◆ Given records ◆
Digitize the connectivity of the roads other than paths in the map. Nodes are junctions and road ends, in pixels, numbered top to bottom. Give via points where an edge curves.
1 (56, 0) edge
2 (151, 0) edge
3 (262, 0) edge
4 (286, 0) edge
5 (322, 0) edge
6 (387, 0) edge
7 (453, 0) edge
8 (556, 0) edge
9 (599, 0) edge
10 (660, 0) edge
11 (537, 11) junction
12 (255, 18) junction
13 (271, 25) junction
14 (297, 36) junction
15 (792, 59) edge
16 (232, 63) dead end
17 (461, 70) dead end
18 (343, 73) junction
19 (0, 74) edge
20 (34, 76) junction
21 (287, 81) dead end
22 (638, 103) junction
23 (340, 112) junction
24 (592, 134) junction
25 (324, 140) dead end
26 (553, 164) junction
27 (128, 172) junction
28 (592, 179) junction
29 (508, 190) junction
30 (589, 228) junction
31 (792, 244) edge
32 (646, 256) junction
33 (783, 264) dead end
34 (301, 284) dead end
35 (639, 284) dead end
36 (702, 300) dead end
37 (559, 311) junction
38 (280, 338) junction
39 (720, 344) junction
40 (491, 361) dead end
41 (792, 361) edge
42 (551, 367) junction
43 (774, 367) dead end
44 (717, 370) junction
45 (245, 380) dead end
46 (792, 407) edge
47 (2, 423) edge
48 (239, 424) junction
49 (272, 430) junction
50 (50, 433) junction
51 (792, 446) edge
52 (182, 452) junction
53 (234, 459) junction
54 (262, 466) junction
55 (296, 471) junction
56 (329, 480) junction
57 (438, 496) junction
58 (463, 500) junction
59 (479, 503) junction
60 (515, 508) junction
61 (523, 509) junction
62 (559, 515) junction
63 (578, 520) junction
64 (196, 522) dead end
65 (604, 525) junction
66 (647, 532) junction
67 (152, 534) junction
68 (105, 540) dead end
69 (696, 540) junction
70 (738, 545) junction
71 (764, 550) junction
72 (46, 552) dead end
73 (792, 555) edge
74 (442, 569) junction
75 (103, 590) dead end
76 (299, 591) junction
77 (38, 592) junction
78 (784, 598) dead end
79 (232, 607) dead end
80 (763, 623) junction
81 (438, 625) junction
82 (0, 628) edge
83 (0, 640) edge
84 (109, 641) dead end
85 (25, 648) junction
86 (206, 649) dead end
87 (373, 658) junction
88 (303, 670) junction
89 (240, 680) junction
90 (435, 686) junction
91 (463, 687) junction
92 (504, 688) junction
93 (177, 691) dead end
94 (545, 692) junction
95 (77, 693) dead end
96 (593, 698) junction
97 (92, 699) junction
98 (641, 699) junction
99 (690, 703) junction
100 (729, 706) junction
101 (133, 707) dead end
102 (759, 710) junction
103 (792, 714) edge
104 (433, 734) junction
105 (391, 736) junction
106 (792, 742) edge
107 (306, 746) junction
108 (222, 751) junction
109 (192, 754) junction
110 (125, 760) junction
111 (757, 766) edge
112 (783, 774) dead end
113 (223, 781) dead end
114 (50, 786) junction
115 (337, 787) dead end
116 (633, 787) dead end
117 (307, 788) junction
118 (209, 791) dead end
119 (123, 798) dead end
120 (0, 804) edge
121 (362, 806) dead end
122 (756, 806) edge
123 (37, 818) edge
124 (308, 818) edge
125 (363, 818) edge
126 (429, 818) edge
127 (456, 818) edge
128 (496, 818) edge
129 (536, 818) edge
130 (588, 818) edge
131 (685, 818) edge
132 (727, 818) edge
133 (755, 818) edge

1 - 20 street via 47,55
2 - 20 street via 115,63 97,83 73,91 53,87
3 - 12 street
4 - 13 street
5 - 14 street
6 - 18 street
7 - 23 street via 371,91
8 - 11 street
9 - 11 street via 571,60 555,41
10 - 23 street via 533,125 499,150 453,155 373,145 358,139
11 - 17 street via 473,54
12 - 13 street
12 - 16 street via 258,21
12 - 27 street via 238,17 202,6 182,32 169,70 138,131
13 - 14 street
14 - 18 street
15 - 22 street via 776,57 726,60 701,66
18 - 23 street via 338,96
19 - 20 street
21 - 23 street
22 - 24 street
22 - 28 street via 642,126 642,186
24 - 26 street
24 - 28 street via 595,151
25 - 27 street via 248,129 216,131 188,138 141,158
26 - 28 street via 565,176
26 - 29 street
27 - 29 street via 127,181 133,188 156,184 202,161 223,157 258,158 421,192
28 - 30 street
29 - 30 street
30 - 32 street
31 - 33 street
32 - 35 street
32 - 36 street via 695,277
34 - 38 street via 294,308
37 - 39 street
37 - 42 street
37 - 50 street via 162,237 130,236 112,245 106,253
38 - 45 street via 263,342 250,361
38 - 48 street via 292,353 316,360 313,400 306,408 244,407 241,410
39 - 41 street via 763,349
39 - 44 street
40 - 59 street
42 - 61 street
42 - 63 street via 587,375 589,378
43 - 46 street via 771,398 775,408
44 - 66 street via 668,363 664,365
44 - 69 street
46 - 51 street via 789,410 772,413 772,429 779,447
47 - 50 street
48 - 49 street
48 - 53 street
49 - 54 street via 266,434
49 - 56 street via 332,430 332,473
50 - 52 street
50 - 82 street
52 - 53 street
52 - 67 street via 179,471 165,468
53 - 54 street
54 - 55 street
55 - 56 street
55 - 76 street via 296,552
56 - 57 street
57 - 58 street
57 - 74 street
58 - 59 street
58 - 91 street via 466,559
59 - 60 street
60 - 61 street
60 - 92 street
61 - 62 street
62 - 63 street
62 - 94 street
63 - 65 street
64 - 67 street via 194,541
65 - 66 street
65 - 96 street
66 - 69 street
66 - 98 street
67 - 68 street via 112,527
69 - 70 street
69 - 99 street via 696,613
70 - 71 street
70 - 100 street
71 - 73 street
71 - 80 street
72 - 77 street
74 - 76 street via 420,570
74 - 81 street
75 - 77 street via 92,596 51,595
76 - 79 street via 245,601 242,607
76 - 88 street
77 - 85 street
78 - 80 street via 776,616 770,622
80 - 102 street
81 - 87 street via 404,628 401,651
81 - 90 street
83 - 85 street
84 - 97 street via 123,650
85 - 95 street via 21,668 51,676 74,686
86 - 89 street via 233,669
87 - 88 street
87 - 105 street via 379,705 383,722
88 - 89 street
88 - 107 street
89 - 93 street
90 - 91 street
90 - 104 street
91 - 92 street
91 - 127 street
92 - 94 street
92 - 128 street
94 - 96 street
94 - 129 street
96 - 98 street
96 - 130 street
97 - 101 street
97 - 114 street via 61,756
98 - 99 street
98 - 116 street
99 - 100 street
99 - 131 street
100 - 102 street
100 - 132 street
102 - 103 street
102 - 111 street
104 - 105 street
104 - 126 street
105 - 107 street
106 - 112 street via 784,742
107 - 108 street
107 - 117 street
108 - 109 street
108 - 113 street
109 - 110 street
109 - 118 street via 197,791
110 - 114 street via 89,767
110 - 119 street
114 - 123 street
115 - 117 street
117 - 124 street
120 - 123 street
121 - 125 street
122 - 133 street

◆ To do ◆
Output the data exactly, in full.

◆ Answer to this exercise ◆
Digitize the connectivity of the roads other than paths in the map. Nodes are junctions and road ends, in pixels, numbered top to bottom. Give via points where an edge curves.
1 (56, 0) edge
2 (151, 0) edge
3 (262, 0) edge
4 (286, 0) edge
5 (322, 0) edge
6 (387, 0) edge
7 (453, 0) edge
8 (556, 0) edge
9 (599, 0) edge
10 (660, 0) edge
11 (537, 11) junction
12 (255, 18) junction
13 (271, 25) junction
14 (297, 36) junction
15 (792, 59) edge
16 (232, 63) dead end
17 (461, 70) dead end
18 (343, 73) junction
19 (0, 74) edge
20 (34, 76) junction
21 (287, 81) dead end
22 (638, 103) junction
23 (340, 112) junction
24 (592, 134) junction
25 (324, 140) dead end
26 (553, 164) junction
27 (128, 172) junction
28 (592, 179) junction
29 (508, 190) junction
30 (589, 228) junction
31 (792, 244) edge
32 (646, 256) junction
33 (783, 264) dead end
34 (301, 284) dead end
35 (639, 284) dead end
36 (702, 300) dead end
37 (559, 311) junction
38 (280, 338) junction
39 (720, 344) junction
40 (491, 361) dead end
41 (792, 361) edge
42 (551, 367) junction
43 (774, 367) dead end
44 (717, 370) junction
45 (245, 380) dead end
46 (792, 407) edge
47 (2, 423) edge
48 (239, 424) junction
49 (272, 430) junction
50 (50, 433) junction
51 (792, 446) edge
52 (182, 452) junction
53 (234, 459) junction
54 (262, 466) junction
55 (296, 471) junction
56 (329, 480) junction
57 (438, 496) junction
58 (463, 500) junction
59 (479, 503) junction
60 (515, 508) junction
61 (523, 509) junction
62 (559, 515) junction
63 (578, 520) junction
64 (196, 522) dead end
65 (604, 525) junction
66 (647, 532) junction
67 (152, 534) junction
68 (105, 540) dead end
69 (696, 540) junction
70 (738, 545) junction
71 (764, 550) junction
72 (46, 552) dead end
73 (792, 555) edge
74 (442, 569) junction
75 (103, 590) dead end
76 (299, 591) junction
77 (38, 592) junction
78 (784, 598) dead end
79 (232, 607) dead end
80 (763, 623) junction
81 (438, 625) junction
82 (0, 628) edge
83 (0, 640) edge
84 (109, 641) dead end
85 (25, 648) junction
86 (206, 649) dead end
87 (373, 658) junction
88 (303, 670) junction
89 (240, 680) junction
90 (435, 686) junction
91 (463, 687) junction
92 (504, 688) junction
93 (177, 691) dead end
94 (545, 692) junction
95 (77, 693) dead end
96 (593, 698) junction
97 (92, 699) junction
98 (641, 699) junction
99 (690, 703) junction
100 (729, 706) junction
101 (133, 707) dead end
102 (759, 710) junction
103 (792, 714) edge
104 (433, 734) junction
105 (391, 736) junction
106 (792, 742) edge
107 (306, 746) junction
108 (222, 751) junction
109 (192, 754) junction
110 (125, 760) junction
111 (757, 766) edge
112 (783, 774) dead end
113 (223, 781) dead end
114 (50, 786) junction
115 (337, 787) dead end
116 (633, 787) dead end
117 (307, 788) junction
118 (209, 791) dead end
119 (123, 798) dead end
120 (0, 804) edge
121 (362, 806) dead end
122 (756, 806) edge
123 (37, 818) edge
124 (308, 818) edge
125 (363, 818) edge
126 (429, 818) edge
127 (456, 818) edge
128 (496, 818) edge
129 (536, 818) edge
130 (588, 818) edge
131 (685, 818) edge
132 (727, 818) edge
133 (755, 818) edge

1 - 20 street via 47,55
2 - 20 street via 115,63 97,83 73,91 53,87
3 - 12 street
4 - 13 street
5 - 14 street
6 - 18 street
7 - 23 street via 371,91
8 - 11 street
9 - 11 street via 571,60 555,41
10 - 23 street via 533,125 499,150 453,155 373,145 358,139
11 - 17 street via 473,54
12 - 13 street
12 - 16 street via 258,21
12 - 27 street via 238,17 202,6 182,32 169,70 138,131
13 - 14 street
14 - 18 street
15 - 22 street via 776,57 726,60 701,66
18 - 23 street via 338,96
19 - 20 street
21 - 23 street
22 - 24 street
22 - 28 street via 642,126 642,186
24 - 26 street
24 - 28 street via 595,151
25 - 27 street via 248,129 216,131 188,138 141,158
26 - 28 street via 565,176
26 - 29 street
27 - 29 street via 127,181 133,188 156,184 202,161 223,157 258,158 421,192
28 - 30 street
29 - 30 street
30 - 32 street
31 - 33 street
32 - 35 street
32 - 36 street via 695,277
34 - 38 street via 294,308
37 - 39 street
37 - 42 street
37 - 50 street via 162,237 130,236 112,245 106,253
38 - 45 street via 263,342 250,361
38 - 48 street via 292,353 316,360 313,400 306,408 244,407 241,410
39 - 41 street via 763,349
39 - 44 street
40 - 59 street
42 - 61 street
42 - 63 street via 587,375 589,378
43 - 46 street via 771,398 775,408
44 - 66 street via 668,363 664,365
44 - 69 street
46 - 51 street via 789,410 772,413 772,429 779,447
47 - 50 street
48 - 49 street
48 - 53 street
49 - 54 street via 266,434
49 - 56 street via 332,430 332,473
50 - 52 street
50 - 82 street
52 - 53 street
52 - 67 street via 179,471 165,468
53 - 54 street
54 - 55 street
55 - 56 street
55 - 76 street via 296,552
56 - 57 street
57 - 58 street
57 - 74 street
58 - 59 street
58 - 91 street via 466,559
59 - 60 street
60 - 61 street
60 - 92 street
61 - 62 street
62 - 63 street
62 - 94 street
63 - 65 street
64 - 67 street via 194,541
65 - 66 street
65 - 96 street
66 - 69 street
66 - 98 street
67 - 68 street via 112,527
69 - 70 street
69 - 99 street via 696,613
70 - 71 street
70 - 100 street
71 - 73 street
71 - 80 street
72 - 77 street
74 - 76 street via 420,570
74 - 81 street
75 - 77 street via 92,596 51,595
76 - 79 street via 245,601 242,607
76 - 88 street
77 - 85 street
78 - 80 street via 776,616 770,622
80 - 102 street
81 - 87 street via 404,628 401,651
81 - 90 street
83 - 85 street
84 - 97 street via 123,650
85 - 95 street via 21,668 51,676 74,686
86 - 89 street via 233,669
87 - 88 street
87 - 105 street via 379,705 383,722
88 - 89 street
88 - 107 street
89 - 93 street
90 - 91 street
90 - 104 street
91 - 92 street
91 - 127 street
92 - 94 street
92 - 128 street
94 - 96 street
94 - 129 street
96 - 98 street
96 - 130 street
97 - 101 street
97 - 114 street via 61,756
98 - 99 street
98 - 116 street
99 - 100 street
99 - 131 street
100 - 102 street
100 - 132 street
102 - 103 street
102 - 111 street
104 - 105 street
104 - 126 street
105 - 107 street
106 - 112 street via 784,742
107 - 108 street
107 - 117 street
108 - 109 street
108 - 113 street
109 - 110 street
109 - 118 street via 197,791
110 - 114 street via 89,767
110 - 119 street
114 - 123 street
115 - 117 street
117 - 124 street
120 - 123 street
121 - 125 street
122 - 133 street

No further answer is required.